3 固定資産評価審査委員会の委員は,当該市町村の住民,市町村税の納税義務がある者又は固定資産の評価について学識経験を有する者のうちから,当該市町村の議会の同意を得て,市町村長が選任する。」

評価替年度(基準年度)以外の価格

 8号等でもお知らせしましたが、固定資産税(土地及び家屋)の評価は3年単位で行われています。
 この3年に1度の年を評価替年度又は基準年度と言いますが、その間の2年間を据置年度と言います。
 据置期間が2年とされているのは、物価の変動、資産の状況の変化等の事情を考慮されたものであり、評価事務コスト等を考慮すれば、一定期間価格を据え置くのは合理的であるとされています。

 では、第2年度、第3年度でも、据え置かれている基準年度の価格に対して審査の申出ができるのでしょうか。

 第2年度、第3年度では次の場合に限り、審査申出をすることができます。
a 家屋の新築や土地の分筆等により、新たに価格が固定資産課税台帳に登録された場合
b 家屋の増改築や土地の地目変換等によって価格が変わった場合
c 地価の下落により修正された土地の価格の修正に関する部分

審査の申出から取消訴訟へ

 固定資産評価審査委員会へ審査の申出を行い、その決定に不服がある場合に取消訴訟を提起できることになります。
 これが地方税法上の原則的な手続で、その流れは次のとおりです。

※地方税法434条1項-争訟の方式
「固定資産税の納税者は、固定資産評価審査委員会の決定に不服があるときは、その取消しの訴えを提起することができる。」
※行政事件訴訟法14条1項-出訴期間
「取消訴訟は、処分又は裁決があつたことを知つた日から6ヵ月を経過したときは、提起することができない。」

 このように、地方税法による原則的な手続は、裁判所に訴える前に、まず固定資産評価審査委員会に審査の申出を行う必要があります。これを「審査請求前置主義」と言います。

「重大な錯誤」による価格の修正

 固定資産税の価格の決定は、固定資産課税台帳に登録され公示されることにより行われます。しかし、その登録された価格に「重大な錯誤」があることを発見した場合には、直ちにこの価格を修正しなければならないとされています。(地方税法417条1項)

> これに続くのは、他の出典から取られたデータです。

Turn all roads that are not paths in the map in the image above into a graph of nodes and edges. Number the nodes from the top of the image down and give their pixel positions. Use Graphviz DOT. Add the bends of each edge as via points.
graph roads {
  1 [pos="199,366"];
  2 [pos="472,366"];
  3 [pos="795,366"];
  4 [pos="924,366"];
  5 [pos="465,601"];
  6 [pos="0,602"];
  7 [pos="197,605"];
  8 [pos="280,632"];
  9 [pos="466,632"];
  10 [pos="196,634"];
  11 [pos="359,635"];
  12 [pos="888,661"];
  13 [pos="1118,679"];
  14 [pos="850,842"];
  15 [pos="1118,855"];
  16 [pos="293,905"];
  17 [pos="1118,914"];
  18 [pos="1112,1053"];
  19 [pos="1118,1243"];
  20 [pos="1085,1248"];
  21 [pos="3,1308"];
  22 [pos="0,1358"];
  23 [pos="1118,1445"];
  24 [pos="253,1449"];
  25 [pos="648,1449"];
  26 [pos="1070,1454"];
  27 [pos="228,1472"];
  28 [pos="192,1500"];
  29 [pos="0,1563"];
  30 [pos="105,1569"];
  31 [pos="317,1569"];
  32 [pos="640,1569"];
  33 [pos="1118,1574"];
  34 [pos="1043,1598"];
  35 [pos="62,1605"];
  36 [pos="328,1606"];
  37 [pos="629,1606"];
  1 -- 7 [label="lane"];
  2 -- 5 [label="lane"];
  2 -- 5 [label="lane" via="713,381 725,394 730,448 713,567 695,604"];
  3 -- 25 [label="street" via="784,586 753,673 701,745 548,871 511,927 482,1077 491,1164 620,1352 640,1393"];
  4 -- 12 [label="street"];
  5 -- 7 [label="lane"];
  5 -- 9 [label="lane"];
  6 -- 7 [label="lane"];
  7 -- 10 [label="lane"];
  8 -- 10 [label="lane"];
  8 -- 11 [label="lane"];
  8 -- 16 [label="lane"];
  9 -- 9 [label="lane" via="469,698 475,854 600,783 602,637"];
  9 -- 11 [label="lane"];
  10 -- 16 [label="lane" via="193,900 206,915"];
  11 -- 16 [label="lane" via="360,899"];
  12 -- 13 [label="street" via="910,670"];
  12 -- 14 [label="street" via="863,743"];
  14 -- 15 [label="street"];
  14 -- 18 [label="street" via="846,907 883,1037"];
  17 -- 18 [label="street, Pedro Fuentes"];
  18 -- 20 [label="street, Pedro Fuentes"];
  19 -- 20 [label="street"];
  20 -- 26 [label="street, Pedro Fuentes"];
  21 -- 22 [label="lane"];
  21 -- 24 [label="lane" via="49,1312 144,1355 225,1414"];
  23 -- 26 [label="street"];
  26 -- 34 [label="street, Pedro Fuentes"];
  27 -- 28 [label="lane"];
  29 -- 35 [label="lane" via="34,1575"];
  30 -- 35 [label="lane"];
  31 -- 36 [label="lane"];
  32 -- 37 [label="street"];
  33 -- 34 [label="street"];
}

※地方税法417条1項-固定資産の価格等の全てを登録した旨の公示の日以後における価格等の決定又は修正等
「市町村長は、…登録された価格等に重大な錯誤があることを発見した場合においては、直ちに…決定された価格等を修正しなければならない。」

 この「重大な錯誤」とは、①固定資産課税台帳に登録する際の誤記②価格を決定する際の計算間違い③明瞭な誤記又は認定の誤り等、客観的に見て価格の決定に重大な誤りがあると認められるような場合とされています。
 そこで、納税者側から見た場合、この制度を価格是正の手続きとして考えることもできるということです。
 納税者がどうしてもこの価格には納得がいかないので、市町村の担当課に相談したところ、実は「重大な錯誤」と判明したというケースも実際にあります。

国家賠償法の「過失」での訴訟対応

 32号で掲載しましたように、平成22年6月3日の最高裁判決において、次の判断がなされています。

 ※最高裁(第一小法廷)平成22年6月3日判決
 「公務員が納税者に対する職務上の法的義務に違背して当該固定資産の価格ないし固定資産税等の税額を過大に決定したときは、これによって損害を被った当該納税者は、地方税法432条1項本文に基づく審査の申出及び同法434条1項に基づく取消訴訟等の手続を経るまでもなく、国家賠償請求を行い得るものと解すべきである。」

 これは「通常尽くすべき注意義務が尽くされていない」(過失)場合は「手抜き」があったとされ、審査の申出を経ないで国家賠償請求をすることができます。

 仮に国家賠償請求が認められた場合は、20年の返還(正式には5年間の「還付金」と15年間の「補填金」)となります。